DAYS

『絶対防衛戦』

『降下、10秒前』
オペレータがカウントを始める。
0になると同時、機兵の脚部を固定していたロックボルトが解除。
機兵はレールを滑って、輸送機外へ飛び出る。
視界が機械の黒から空の青に塗りかわる。
一瞬の浮遊感、自由落下。
『全機降下開始』
『敵の対空砲確認』
機竜隊の連中、仕事サボりやがったか』
眼下には敵の作った塹壕が見える。
その塹壕の一部に対空砲が設置してあり、さらにそれが火を噴き始めた。
着地用のロケットモータを点火、落下速度が減速。
先までの落下軌道を対空砲弾が貫く。

『敵、機兵の降下確認』
『味方の撤収完了』
『ビッグ・アップルのタイマー設定完了、240秒後に起爆します』

『敵の機兵が移動を開始』
『予想通り、解除に向かっているか』
『やはり、旧プロトコルは完全に解読されているようですね』
『ったく、仕事増やすなよなぁ』
『こっちとしてはやりがいがあって良いよ』
『撤収の時間は何とか稼げそうだ』
『ビッグ・アップルのタイマーが解除されました』
『思ったよりも早いな』
『前方に強力なエーテル変動を検出、テレポートです!』

ロケットブースターの加速に身体が押しつぶされそうになる。
それでも操縦桿はしっかりと握り、目は正面を捕らえる。
眼前に広がるのは宇宙の黒と星の青だ。
『ブースター切り離し』
同時にブースターが切り離され、その様子が後部カメラが映す。
ブースターの他に10機の機竜の姿もあった。
「俺たちが間に合うか怪しいところだ」
「間に合わせるのだ」
「そうだな。再突入コース変更だ。エーテルの大量消費になるがやってみる価値はある」
「再突入コースを再計算。

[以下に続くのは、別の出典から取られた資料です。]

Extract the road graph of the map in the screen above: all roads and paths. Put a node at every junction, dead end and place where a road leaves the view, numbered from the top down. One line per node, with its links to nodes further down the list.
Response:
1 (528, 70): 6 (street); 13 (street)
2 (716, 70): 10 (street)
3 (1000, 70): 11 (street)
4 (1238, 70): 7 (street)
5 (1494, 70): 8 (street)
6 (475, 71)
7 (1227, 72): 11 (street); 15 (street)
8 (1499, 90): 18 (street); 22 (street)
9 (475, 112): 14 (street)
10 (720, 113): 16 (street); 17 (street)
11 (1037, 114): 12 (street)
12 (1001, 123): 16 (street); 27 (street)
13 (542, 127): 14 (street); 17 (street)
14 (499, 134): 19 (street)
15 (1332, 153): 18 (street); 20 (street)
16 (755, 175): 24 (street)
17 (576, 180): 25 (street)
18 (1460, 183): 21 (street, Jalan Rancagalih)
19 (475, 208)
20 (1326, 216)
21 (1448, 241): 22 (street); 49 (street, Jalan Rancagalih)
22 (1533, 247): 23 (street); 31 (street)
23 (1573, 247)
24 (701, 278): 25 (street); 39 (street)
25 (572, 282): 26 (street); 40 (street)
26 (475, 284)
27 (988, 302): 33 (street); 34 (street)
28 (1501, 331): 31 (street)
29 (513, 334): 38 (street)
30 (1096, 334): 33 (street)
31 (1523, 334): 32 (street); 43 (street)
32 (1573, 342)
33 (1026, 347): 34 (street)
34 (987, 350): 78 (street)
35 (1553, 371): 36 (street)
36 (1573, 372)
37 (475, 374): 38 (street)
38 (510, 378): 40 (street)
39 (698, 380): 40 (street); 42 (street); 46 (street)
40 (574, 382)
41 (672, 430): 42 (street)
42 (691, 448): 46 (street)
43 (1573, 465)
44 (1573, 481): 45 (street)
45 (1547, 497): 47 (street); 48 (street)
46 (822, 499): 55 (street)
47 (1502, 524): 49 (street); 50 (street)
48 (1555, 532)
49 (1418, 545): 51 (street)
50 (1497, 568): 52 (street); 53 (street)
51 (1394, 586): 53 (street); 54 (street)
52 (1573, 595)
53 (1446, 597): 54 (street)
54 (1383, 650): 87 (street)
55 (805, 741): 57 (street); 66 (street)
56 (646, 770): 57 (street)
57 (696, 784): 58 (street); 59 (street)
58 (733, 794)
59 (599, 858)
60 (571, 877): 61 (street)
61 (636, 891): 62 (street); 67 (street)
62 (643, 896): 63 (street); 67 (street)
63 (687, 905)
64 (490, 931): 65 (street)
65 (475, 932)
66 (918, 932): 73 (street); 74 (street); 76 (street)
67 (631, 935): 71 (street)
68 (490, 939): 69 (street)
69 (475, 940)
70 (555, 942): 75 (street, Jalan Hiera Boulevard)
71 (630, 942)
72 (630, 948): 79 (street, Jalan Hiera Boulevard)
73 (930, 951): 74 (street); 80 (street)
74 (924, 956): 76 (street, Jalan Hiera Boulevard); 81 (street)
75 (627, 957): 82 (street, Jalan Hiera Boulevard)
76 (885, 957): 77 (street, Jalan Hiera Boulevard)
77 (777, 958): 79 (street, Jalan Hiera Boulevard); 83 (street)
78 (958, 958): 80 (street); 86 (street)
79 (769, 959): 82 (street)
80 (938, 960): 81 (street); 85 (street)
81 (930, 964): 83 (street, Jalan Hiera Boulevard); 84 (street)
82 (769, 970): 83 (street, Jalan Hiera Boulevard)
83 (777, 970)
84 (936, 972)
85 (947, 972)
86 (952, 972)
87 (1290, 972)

割り出し完了、HUDに表示」
「友軍にデータ転送を頼む」
「了解。……転送完了」
通信機から無数の声。
「ノリが良い連中だ」
「再突入まで残り120秒」
「了解」

指揮車の前に現れたのは敵の機兵だ。
車両の装甲は分厚く、大体の攻撃は通さない。
が、それは対歩兵の話であり、対機竜・機兵戦では通用しない。
特に機兵に対する防御はこの大陸では軽視されていた。
理由は機兵が存在しないと単純だ。
そういう"文化圏"に機兵を主流とする文化圏の人間が来た、それだけのことだ。
「敵にロックオンされました……」
「アブソーバは全開にしておけ。ギリギリまで粘れ」
「後続の敵機兵に追いつかれました」
「囲まれた、か」
敵の機兵はそれぞれの武器を構えているが撃ってくる様子は無い。
「人質か、それとも情報が欲しいのか。判断に困る連中だ」
突然、指揮車の正面にいた機兵の胸部装甲が陥没した。
続いて爆発。
「上空より友軍機接近中です。機竜12」
「援軍か!?」

「散開しろ。応戦だ」
「大気圏外から出張かい」
「ギャラは上乗せの上乗せの上乗せだな」
「金は良いからどうに―」
通信機からノイズ、ディスプレイには2番機全損のメッセージ。
「対空ミサイルぐらい使わせろよ。ったく」

『警告: 前方から対空ミサイル接近』
一騎の目も接近するミサイルを捕らえていた。
すぐさま機首を上げて垂直上昇、ミサイルがブラック・アウトの後方に食いつく。
「良いミサイルだ」
そう言いながら、後部レーザーガンを速射、ミサイルが爆発し破片をまき散らす。
破片の一部がブラック・アウトのシールドに弾かれる。
「次はこちらの番だ」

「2機沈めたぐらいでいい気になりやがって」
レバーを握りながら男は空の敵を睨む。
サイドパネルを操作し、
機竜慣れしてないと思ったら、大きな間違いだ」

『警告: 大規模なエーテル変動を検知』
「あの機兵、何をする気だ?」
眼下の機兵の装甲の隙間から白い光が漏れる。
「攻撃は……」
他の機竜がミサイルを撃ち込むが見えない壁に阻まれて爆散した。
装甲の隙間から光が止まると同時、分厚い装甲が剥がれ機兵の本体が見えた。
予想よりも細いフレームだ。
「高速機動形態か」
彼の言葉通り、機兵が動きを再開した。
機首を右に向けて推力を全開にする。
相手は脚部の関節を曲げ、跳躍の姿勢。
地面を蹴り上げ、背中と脚部のバーニアを吹かす。